* Action item
Could you return the full listing below exactly as it appears?

________________________________________

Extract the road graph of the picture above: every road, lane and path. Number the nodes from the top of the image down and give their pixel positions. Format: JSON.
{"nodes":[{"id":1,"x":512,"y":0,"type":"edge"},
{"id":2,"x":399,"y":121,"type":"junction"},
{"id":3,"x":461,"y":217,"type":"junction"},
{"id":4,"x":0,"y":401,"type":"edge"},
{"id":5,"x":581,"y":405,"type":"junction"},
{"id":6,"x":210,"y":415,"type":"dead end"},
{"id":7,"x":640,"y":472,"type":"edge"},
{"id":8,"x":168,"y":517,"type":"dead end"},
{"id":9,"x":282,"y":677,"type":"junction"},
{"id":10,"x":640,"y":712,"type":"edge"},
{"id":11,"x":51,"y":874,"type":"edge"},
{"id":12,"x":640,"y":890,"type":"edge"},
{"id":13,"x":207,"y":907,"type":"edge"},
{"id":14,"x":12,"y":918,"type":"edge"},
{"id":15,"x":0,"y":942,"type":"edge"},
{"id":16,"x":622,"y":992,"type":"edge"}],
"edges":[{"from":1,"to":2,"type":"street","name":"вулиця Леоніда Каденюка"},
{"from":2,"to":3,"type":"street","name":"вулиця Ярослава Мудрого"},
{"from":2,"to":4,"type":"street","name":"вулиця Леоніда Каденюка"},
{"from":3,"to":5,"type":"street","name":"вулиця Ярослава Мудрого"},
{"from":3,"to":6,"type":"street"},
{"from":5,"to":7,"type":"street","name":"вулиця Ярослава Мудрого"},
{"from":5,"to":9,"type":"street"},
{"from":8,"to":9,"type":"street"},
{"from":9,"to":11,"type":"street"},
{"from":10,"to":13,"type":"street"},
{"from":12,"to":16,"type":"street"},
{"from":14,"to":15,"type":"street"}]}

________________________________________

* Solution
Extract the road graph of the picture above: every road, lane and path. Number the nodes from the top of the image down and give their pixel positions. Format: JSON.
{"nodes":[{"id":1,"x":512,"y":0,"type":"edge"},
{"id":2,"x":399,"y":121,"type":"junction"},
{"id":3,"x":461,"y":217,"type":"junction"},
{"id":4,"x":0,"y":401,"type":"edge"},
{"id":5,"x":581,"y":405,"type":"junction"},
{"id":6,"x":210,"y":415,"type":"dead end"},
{"id":7,"x":640,"y":472,"type":"edge"},
{"id":8,"x":168,"y":517,"type":"dead end"},
{"id":9,"x":282,"y":677,"type":"junction"},
{"id":10,"x":640,"y":712,"type":"edge"},
{"id":11,"x":51,"y":874,"type":"edge"},
{"id":12,"x":640,"y":890,"type":"edge"},
{"id":13,"x":207,"y":907,"type":"edge"},
{"id":14,"x":12,"y":918,"type":"edge"},
{"id":15,"x":0,"y":942,"type":"edge"},
{"id":16,"x":622,"y":992,"type":"edge"}],
"edges":[{"from":1,"to":2,"type":"street","name":"вулиця Леоніда Каденюка"},
{"from":2,"to":3,"type":"street","name":"вулиця Ярослава Мудрого"},
{"from":2,"to":4,"type":"street","name":"вулиця Леоніда Каденюка"},
{"from":3,"to":5,"type":"street","name":"вулиця Ярослава Мудрого"},
{"from":3,"to":6,"type":"street"},
{"from":5,"to":7,"type":"street","name":"вулиця Ярослава Мудрого"},
{"from":5,"to":9,"type":"street"},
{"from":8,"to":9,"type":"street"},
{"from":9,"to":11,"type":"street"},
{"from":10,"to":13,"type":"street"},
{"from":12,"to":16,"type":"street"},
{"from":14,"to":15,"type":"street"}]}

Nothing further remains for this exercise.